Morris, who passed away this week aged 94, would not stand idly by as the far right made speeches and sold pamphlets that denied the Holocaust.
Instead, he and other Jewish ex-servicemen set up the 43 Group – an organisation that fought fascists on post-war London’s streets.
Morris was born in Hackney in 1921. He had tried to join the RAF in 1939 but was turned down – instead he learned Morse code and became a radio operator on ships making the dangerous Atlantic crossings.
During the Battle of the Atlantic in 1942, two of his ships were torpedoed.
Morris went into the clothing trade after the war, running a menswear business until the 1970s.
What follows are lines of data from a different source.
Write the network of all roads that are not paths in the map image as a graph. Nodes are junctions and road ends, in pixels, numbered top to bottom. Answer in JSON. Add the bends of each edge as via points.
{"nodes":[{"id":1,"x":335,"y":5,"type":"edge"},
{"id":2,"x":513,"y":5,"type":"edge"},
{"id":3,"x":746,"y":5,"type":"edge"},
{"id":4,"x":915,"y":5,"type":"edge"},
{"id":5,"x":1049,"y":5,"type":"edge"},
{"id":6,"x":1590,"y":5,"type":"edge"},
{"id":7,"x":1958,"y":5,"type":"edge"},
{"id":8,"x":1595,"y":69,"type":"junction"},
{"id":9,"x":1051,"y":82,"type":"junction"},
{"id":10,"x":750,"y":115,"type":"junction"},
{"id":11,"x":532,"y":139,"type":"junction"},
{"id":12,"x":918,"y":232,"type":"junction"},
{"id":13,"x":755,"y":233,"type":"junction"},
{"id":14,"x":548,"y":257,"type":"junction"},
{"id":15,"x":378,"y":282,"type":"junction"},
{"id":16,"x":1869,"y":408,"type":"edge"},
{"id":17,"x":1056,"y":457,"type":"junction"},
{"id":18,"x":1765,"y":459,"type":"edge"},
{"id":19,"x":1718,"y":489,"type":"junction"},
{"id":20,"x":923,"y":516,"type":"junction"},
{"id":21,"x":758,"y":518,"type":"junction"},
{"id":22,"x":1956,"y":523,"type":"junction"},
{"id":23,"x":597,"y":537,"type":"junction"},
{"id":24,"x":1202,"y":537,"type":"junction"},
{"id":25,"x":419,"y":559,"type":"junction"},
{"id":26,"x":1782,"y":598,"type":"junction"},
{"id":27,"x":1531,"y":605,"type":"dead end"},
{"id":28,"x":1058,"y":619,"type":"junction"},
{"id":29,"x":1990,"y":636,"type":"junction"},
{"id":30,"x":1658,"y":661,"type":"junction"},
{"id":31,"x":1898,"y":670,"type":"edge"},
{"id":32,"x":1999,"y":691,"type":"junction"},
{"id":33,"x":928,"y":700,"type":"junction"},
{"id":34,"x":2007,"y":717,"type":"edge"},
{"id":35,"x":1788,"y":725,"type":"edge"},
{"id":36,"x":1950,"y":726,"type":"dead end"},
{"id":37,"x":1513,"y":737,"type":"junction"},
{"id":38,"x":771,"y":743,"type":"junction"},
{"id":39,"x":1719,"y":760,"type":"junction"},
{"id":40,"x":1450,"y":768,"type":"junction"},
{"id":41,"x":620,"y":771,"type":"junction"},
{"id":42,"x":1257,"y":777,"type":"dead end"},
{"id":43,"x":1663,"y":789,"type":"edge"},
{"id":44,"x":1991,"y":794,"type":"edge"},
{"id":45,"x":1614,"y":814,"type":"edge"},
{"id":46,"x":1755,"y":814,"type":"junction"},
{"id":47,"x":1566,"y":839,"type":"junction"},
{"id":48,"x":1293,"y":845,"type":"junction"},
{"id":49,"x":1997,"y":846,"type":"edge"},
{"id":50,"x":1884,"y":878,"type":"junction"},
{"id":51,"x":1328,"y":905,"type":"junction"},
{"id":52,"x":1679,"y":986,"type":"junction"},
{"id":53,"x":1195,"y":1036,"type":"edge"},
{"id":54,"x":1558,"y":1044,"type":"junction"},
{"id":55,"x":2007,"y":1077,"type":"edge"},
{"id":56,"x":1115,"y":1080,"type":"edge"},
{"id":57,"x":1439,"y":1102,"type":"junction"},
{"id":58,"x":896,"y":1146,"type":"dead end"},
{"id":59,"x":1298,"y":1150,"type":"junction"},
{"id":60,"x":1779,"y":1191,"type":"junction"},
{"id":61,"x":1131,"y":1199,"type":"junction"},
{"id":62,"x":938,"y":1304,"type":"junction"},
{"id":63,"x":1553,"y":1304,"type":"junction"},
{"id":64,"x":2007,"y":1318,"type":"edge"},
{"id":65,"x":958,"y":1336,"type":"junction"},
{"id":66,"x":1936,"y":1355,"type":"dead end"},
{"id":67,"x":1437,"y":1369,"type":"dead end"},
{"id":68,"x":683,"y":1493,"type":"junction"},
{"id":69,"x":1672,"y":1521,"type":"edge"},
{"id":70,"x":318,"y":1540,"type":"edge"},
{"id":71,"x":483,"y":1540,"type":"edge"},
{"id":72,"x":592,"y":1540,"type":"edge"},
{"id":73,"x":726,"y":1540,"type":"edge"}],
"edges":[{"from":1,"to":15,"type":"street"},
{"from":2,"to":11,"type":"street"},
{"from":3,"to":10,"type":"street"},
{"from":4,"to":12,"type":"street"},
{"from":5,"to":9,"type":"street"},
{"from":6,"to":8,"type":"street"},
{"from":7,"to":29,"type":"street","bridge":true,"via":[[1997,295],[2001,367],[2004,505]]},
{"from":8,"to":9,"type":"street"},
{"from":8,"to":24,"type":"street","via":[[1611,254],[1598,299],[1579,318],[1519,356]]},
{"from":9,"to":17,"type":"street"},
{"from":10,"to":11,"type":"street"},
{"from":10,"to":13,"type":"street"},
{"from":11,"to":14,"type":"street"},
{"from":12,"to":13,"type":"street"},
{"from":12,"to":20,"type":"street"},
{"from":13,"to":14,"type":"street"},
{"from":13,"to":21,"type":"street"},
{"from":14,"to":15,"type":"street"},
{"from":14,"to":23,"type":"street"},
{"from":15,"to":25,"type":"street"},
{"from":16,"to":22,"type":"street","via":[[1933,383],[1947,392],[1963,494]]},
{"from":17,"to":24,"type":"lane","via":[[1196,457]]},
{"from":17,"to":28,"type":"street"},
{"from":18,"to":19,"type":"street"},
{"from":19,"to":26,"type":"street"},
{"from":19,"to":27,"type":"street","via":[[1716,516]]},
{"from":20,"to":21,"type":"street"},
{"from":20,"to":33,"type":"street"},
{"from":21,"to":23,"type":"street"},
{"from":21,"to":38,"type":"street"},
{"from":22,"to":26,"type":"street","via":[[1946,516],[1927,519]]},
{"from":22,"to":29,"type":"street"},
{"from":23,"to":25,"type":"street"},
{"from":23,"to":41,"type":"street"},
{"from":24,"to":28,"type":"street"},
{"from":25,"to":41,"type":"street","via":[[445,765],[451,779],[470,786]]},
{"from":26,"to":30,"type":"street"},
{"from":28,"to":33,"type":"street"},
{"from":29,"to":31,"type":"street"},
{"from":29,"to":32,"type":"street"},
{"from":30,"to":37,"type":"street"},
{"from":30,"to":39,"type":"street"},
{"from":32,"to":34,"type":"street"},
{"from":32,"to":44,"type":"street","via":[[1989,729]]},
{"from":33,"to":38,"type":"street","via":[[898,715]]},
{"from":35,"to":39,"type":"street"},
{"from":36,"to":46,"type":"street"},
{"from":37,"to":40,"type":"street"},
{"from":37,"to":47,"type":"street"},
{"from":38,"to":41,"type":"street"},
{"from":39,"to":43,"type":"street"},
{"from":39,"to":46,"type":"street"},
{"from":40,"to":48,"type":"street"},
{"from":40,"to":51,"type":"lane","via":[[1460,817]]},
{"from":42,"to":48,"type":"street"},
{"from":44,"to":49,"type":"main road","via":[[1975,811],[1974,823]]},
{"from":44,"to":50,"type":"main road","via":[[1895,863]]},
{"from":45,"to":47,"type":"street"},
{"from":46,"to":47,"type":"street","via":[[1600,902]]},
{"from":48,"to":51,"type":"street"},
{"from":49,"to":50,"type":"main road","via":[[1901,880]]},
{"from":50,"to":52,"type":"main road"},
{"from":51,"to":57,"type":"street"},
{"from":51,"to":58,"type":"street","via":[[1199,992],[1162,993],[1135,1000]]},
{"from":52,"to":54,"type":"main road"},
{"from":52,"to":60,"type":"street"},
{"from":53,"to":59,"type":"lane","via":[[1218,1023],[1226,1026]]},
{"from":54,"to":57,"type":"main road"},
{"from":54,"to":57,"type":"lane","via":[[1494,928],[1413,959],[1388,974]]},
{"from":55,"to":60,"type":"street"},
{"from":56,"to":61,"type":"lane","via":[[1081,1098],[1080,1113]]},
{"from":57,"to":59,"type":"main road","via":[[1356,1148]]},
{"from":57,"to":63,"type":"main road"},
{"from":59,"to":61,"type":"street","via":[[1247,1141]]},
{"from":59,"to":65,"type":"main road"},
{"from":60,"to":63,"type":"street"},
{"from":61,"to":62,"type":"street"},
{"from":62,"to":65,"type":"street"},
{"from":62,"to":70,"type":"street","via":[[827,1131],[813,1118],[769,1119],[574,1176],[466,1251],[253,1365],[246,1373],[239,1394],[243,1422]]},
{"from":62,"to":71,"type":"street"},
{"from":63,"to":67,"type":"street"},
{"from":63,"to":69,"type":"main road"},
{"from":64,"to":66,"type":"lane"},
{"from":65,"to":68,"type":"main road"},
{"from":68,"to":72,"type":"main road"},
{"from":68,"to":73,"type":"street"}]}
In the 1980s, he turned his hand to writing, documenting his life in the Merchant Navy and the 43 Group. Books included The Hackney Crucible, The Jewish Brigade: An Army With Two Masters, Flying The Red Duster and Atlantic Roulette.
In his 1992 book The 43 Group, he wrote of the shock servicemen felt when they saw the doctrine they had defeated in Europe still alive in Britain.
He recalled how he was moved to act after he and his cousin Harry Rose watched a fascist rant on the corner of Star Street in Kilburn. Harry had fought with General Wingate behind Japanese lines in Burma.
“He said to me: ‘I’m going to shut that bastard up’,” recalled Morris.
“I calmed him down but we asked ourselves – what is anyone going to do about this?”
They tried lobbying MPs and using lawful means but with no success. Instead, they set about disrupting inflammatory demonstrations by fascists.
Morris’s brave work has become legendary. History academic Professor David Cesarani said: “Morris was an extraordinary man who combined physical toughness with intellectual agility, a naturally gifted writer who was equally at home with a pair of boxing gloves as he was with a typewriter. Words poured out of him in the form of diaries, novels, historical narratives or impromptu speeches over a cup of tea. I listened with fascination to the stories from his years in the Merchant Navy, his role as a founder member of the 43 Group, and his adventures as a savvy businessman.
“He was a great family man and loved to talk about holidays in Dieppe with his wife [the journalist Patricia Lennard] and sons. Morris was proud of being a Jew and saw no conflict between his Jewishness and his love for England. He revelled in the freedom and democracy we take for granted in this country, but we enjoy it because men and women like him fought to defend it abroad and on our streets. He taught generations that if you care about liberty, tolerance and democratic politics, sometimes you have to roll up your sleeves and take on their enemies.”
He saw his bravery as merely a twist of fate that put him in extraordinary times and he believed he acted as anyone else would do.
Morris is survived by his sons Jonathan and Andrew.